* What is being asked: All the data should come back exactly as it was given.

......

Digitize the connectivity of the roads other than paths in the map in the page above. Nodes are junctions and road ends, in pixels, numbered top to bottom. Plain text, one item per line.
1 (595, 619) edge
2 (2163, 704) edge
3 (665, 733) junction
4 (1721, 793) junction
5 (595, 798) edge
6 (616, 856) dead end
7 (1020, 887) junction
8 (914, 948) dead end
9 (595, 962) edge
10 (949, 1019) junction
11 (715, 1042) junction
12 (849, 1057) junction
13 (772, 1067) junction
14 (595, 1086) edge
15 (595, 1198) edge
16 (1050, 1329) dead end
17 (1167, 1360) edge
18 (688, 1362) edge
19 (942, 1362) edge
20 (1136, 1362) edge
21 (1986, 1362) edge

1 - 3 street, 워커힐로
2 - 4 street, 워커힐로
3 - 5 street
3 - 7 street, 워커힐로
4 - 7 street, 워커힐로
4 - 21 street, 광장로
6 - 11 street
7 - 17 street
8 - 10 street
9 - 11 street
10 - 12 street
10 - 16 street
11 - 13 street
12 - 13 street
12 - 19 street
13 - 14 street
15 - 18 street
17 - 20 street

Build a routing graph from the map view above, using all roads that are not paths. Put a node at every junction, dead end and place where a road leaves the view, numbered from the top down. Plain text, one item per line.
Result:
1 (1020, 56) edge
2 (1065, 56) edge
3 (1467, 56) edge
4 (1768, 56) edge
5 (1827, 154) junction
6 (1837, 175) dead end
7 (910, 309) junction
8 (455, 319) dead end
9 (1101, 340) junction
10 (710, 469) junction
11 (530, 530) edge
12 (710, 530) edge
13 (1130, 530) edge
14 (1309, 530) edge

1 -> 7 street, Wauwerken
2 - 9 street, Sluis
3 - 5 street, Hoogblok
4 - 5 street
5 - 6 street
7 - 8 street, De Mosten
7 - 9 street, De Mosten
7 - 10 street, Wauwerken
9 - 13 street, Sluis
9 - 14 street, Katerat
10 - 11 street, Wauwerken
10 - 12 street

......

* Solution for this problem:
Digitize the connectivity of the roads other than paths in the map in the page above. Nodes are junctions and road ends, in pixels, numbered top to bottom. Plain text, one item per line.
1 (595, 619) edge
2 (2163, 704) edge
3 (665, 733) junction
4 (1721, 793) junction
5 (595, 798) edge
6 (616, 856) dead end
7 (1020, 887) junction
8 (914, 948) dead end
9 (595, 962) edge
10 (949, 1019) junction
11 (715, 1042) junction
12 (849, 1057) junction
13 (772, 1067) junction
14 (595, 1086) edge
15 (595, 1198) edge
16 (1050, 1329) dead end
17 (1167, 1360) edge
18 (688, 1362) edge
19 (942, 1362) edge
20 (1136, 1362) edge
21 (1986, 1362) edge

1 - 3 street, 워커힐로
2 - 4 street, 워커힐로
3 - 5 street
3 - 7 street, 워커힐로
4 - 7 street, 워커힐로
4 - 21 street, 광장로
6 - 11 street
7 - 17 street
8 - 10 street
9 - 11 street
10 - 12 street
10 - 16 street
11 - 13 street
12 - 13 street
12 - 19 street
13 - 14 street
15 - 18 street
17 - 20 street

Build a routing graph from the map view above, using all roads that are not paths. Put a node at every junction, dead end and place where a road leaves the view, numbered from the top down. Plain text, one item per line.
Result:
1 (1020, 56) edge
2 (1065, 56) edge
3 (1467, 56) edge
4 (1768, 56) edge
5 (1827, 154) junction
6 (1837, 175) dead end
7 (910, 309) junction
8 (455, 319) dead end
9 (1101, 340) junction
10 (710, 469) junction
11 (530, 530) edge
12 (710, 530) edge
13 (1130, 530) edge
14 (1309, 530) edge

1 -> 7 street, Wauwerken
2 - 9 street, Sluis
3 - 5 street, Hoogblok
4 - 5 street
5 - 6 street
7 - 8 street, De Mosten
7 - 9 street, De Mosten
7 - 10 street, Wauwerken
9 - 13 street, Sluis
9 - 14 street, Katerat
10 - 11 street, Wauwerken
10 - 12 street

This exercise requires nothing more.